6

I'm working with large files in C# (can be up to 20%-40% of available memory) and I will only need small parts of the files to be loaded into memory at a time (like 1-2% of the file). I was thinking that using a FileStream would be the best option, but idk. I will need to give a starting point (in bytes) and a length (in bytes) and copy that region into a byte[]. Access to the file might need to be shared between threads and will be at random spots in the file (non-linear access). I also need it to be fast.

The project already has unsafe methods, so feel free to suggest things from the more dangerous side of C#

joe_coolish
  • 7,201
  • 13
  • 64
  • 111
  • This recent post shows a working implementation. [Using a FileStream] http://stackoverflow.com/questions/5201414/having-a-problem-while-using-filestream-seek-in-c-solved/5201549#5201549 – Ritch Melton Mar 06 '11 at 04:25
  • JOC, how much are you going to be jumping around? I.E. how long are you going to hold 1-2% of the file in memory before loading a different 1-2%? FileStreams are fast, but you're still going to take a hit on disk access. You may want to consider some caching strategies, if you're able to predict what will need loaded. – James King Mar 06 '11 at 04:35
  • @Ritch Thanks! I'll take a look :) @James I'm going to be holding onto the data for varied lengths of time (I know, the worst possible situation) because everything is based on user input. Though it has nothing to do with video, I'd imagine that the timeline of a Non-Linear video editing software would be similar to what I need. I'm pretty sure that the software doesn't load the whole video in at a time, but it is able to skip to any part of the video clip relatively quickly. – joe_coolish Mar 06 '11 at 04:52

3 Answers3

7

A FileStream will allow you to seek to the portion of the file you want, no problem. It's the recommended way to do it in C#, and it's fast.

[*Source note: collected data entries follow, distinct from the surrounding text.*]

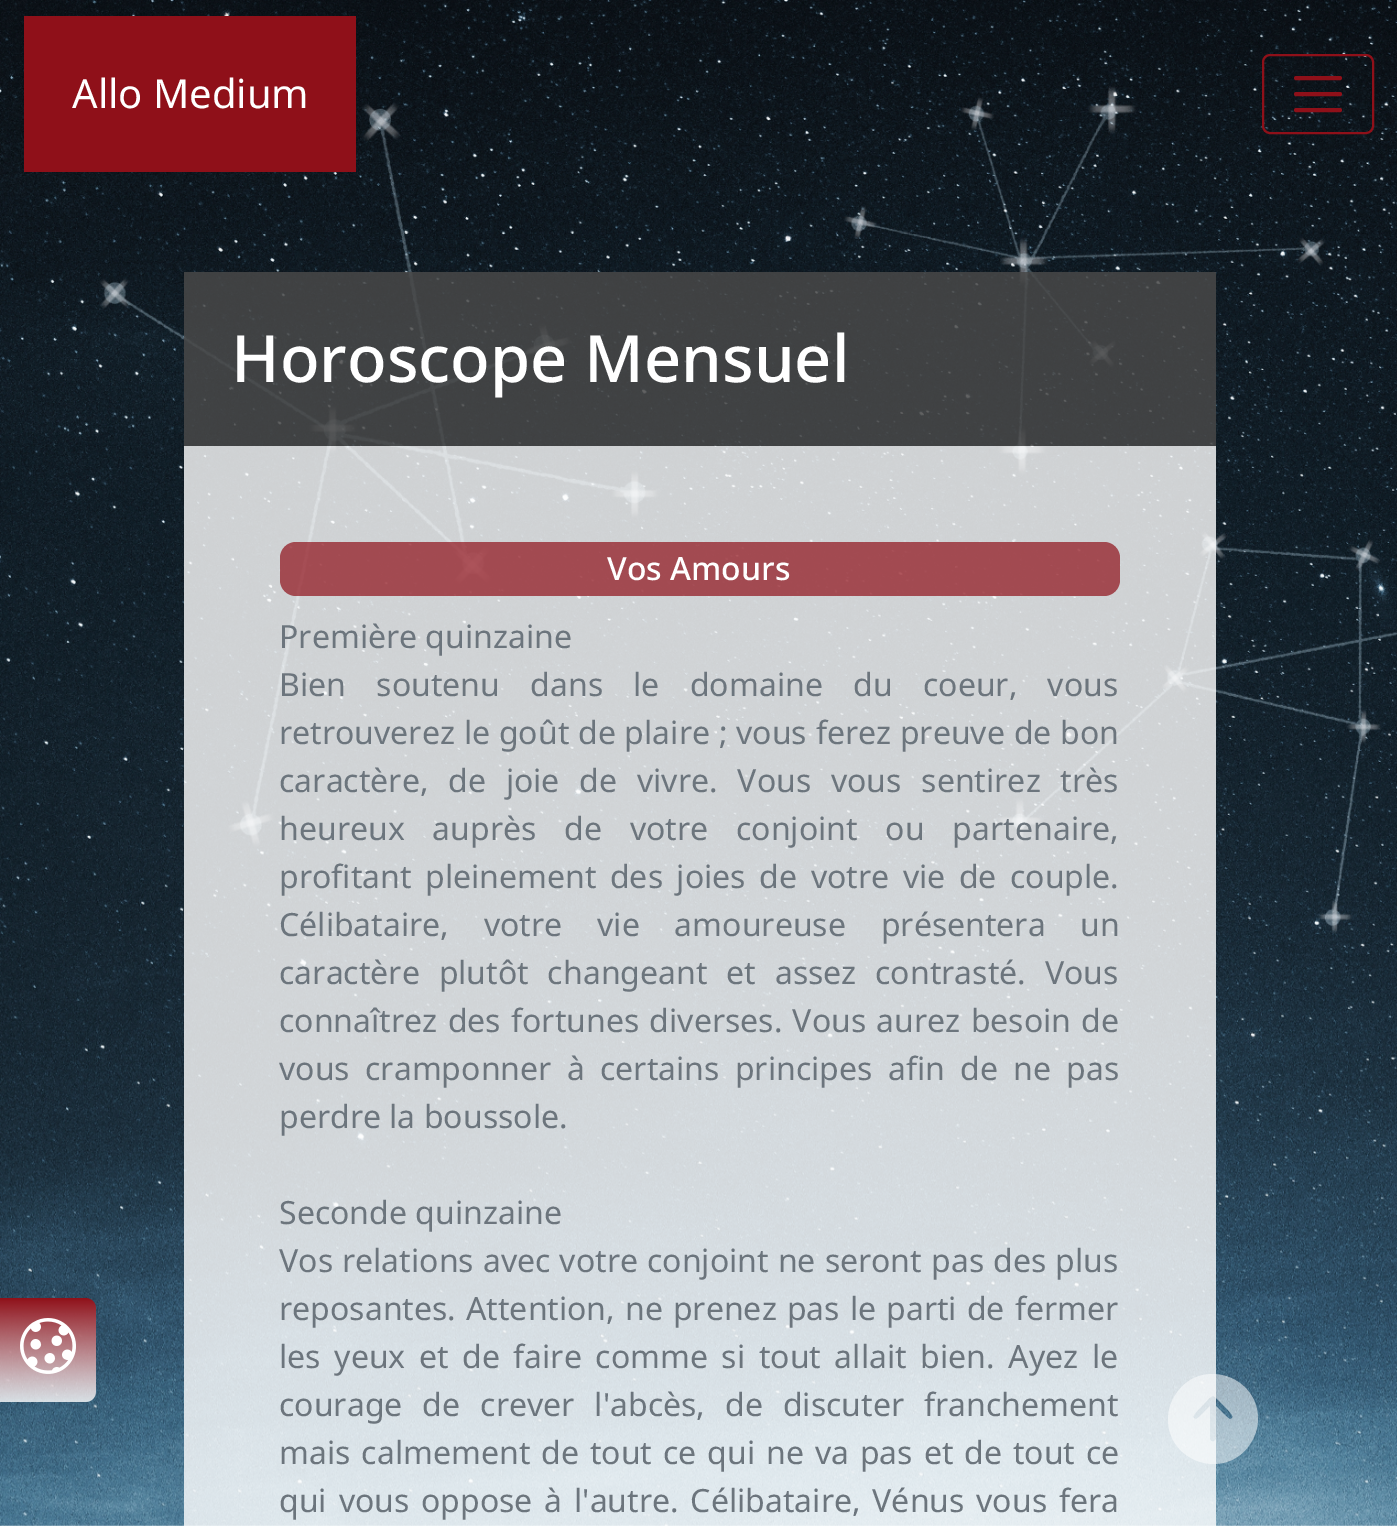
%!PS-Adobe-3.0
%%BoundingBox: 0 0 1397 1526
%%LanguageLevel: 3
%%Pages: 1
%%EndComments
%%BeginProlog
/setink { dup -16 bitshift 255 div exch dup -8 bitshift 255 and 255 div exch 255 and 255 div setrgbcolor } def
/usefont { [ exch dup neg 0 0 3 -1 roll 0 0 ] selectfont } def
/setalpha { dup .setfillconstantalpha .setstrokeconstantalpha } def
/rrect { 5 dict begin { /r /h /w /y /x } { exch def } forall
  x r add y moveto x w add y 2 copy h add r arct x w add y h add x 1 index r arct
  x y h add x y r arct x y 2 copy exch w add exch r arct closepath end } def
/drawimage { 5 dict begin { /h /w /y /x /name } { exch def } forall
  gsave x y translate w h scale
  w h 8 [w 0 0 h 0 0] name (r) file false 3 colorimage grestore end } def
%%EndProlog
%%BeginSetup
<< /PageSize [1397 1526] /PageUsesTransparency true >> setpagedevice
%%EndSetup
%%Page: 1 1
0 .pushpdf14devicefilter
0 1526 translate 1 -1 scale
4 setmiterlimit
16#FFFFFF setink
0 0 1397 1526 rectfill
(img1.raw) 0 0 1397 1526 drawimage
16#8F1019 setink
24 16 332 156 rectfill
/NotoSans-Regular 40 usefont
16#FFFFFF setink
72 108 moveto (Allo Medium) show
16#8F1019 setink
2 setlinewidth
1263 55 110 78 7 rrect stroke
4 setlinewidth
1 setlinecap
1296 78 moveto 1340 78 lineto 1296 94 moveto 1340 94 lineto 1296 110 moveto 1340 110 lineto stroke
(img2.raw) 20 1318 56 56 drawimage
0.85 setalpha
16#484848 setink
184 272 1032 174 rectfill
/NotoSans-Medium 65 usefont
1 setalpha
16#FFFFFF setink
231 382 moveto (Horoscope Mensuel) show
0.8 setalpha
184 446 1032 1080 rectfill
0.7 setalpha
16#8F1019 setink
280 542 840 54 16 rrect fill
/NotoSans-Medium 32 usefont
1 setalpha
16#FFFFFF setink
607 580 moveto (Vos Amours) show
/NotoSans-Regular 32 usefont
16#6C757D setink
279 648 moveto (Première quinzaine) show
279 696 moveto 22 0 32 (Bien soutenu dans le domaine du coeur, vous) widthshow
279 744 moveto 0.5 0 32 (retrouverez le goût de plaire ; vous ferez preuve de bon) widthshow
279 792 moveto 11.5 0 32 (caractère, de joie de vivre. Vous vous sentirez très) widthshow
279 840 moveto 19.5 0 32 (heureux auprès de votre conjoint ou partenaire,) widthshow
279 888 moveto 5.25 0 32 (profitant pleinement des joies de votre vie de couple.) widthshow
279 936 moveto 26.5 0 32 (Célibataire, votre vie amoureuse présentera un) widthshow
279 984 moveto 10.5 0 32 (caractère plutôt changeant et assez contrasté. Vous) widthshow
279 1032 moveto 2 0 32 (connaîtrez des fortunes diverses. Vous aurez besoin de) widthshow
279 1080 moveto 7 0 32 (vous cramponner à certains principes afin de ne pas) widthshow
279 1128 moveto (perdre la boussole.) show
279 1224 moveto (Seconde quinzaine) show
279 1272 moveto 0.75 0 32 (Vos relations avec votre conjoint ne seront pas des plus) widthshow
279 1320 moveto 1.75 0 32 (reposantes. Attention, ne prenez pas le parti de fermer) widthshow
279 1368 moveto 5.25 0 32 (les yeux et de faire comme si tout allait bien. Ayez le) widthshow
279 1416 moveto 11.75 0 32 (courage de crever l'abcès, de discuter franchement) widthshow
279 1464 moveto 2.6 0 32 (mais calmement de tout ce qui ne va pas et de tout ce) widthshow
279 1512 moveto 3.5 0 32 (qui vous oppose à l'autre. Célibataire, Vénus vous fera) widthshow
0.52 setalpha
16#FFFFFF setink
1258 1419 moveto 1258 1375 1200 1357 1176 1394 curveto 1171 1401 1168 1410 1168 1419 curveto 1168 1463 1226 1481 1250 1444 curveto 1255 1437 1258 1428 1258 1419 curveto closepath 1216 1439 moveto 1215 1440 lineto 1214 1443 1210 1441 1210 1439 curveto 1210 1406 lineto 1208 1408 1198 1419 1196 1419 curveto 1189 1418 1198 1410 1202 1406 curveto 1204 1404 1210 1396 1213 1396 curveto 1216 1397 1222 1404 1224 1406 curveto 1228 1410 1237 1418 1230 1419 curveto 1228 1419 1218 1408 1216 1406 curveto closepath fill
.poppdf14devicefilter showpage
%%EOF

Sharing between threads: You will need to create a lock to prevent other threads from changing the FileStream position while you're trying to read from it. The simplest way to do this:

//  This really needs to be a member-level variable;
private static readonly object fsLock = new object();

//  Instantiate this in a static constructor or initialize() method
private static FileStream fs = new FileStream("myFile.txt", FileMode.Open);


public string ReadFile(int fileOffset) {

    byte[] buffer = new byte[bufferSize];

    int arrayOffset = 0;

    lock (fsLock) {
        fs.Seek(fileOffset, SeekOrigin.Begin);

        int numBytesRead = fs.Read(bytes, arrayOffset , bufferSize);

        //  Typically used if you're in a loop, reading blocks at a time
        arrayOffset += numBytesRead;
    }

    // Do what you want to the byte array and return it

}

Add try..catch statements and other code as necessary. Everywhere you access this FileStream, put a lock on the member-level variable fsLock... this will keep other methods from reading/manipulating the file pointer while you're trying to read.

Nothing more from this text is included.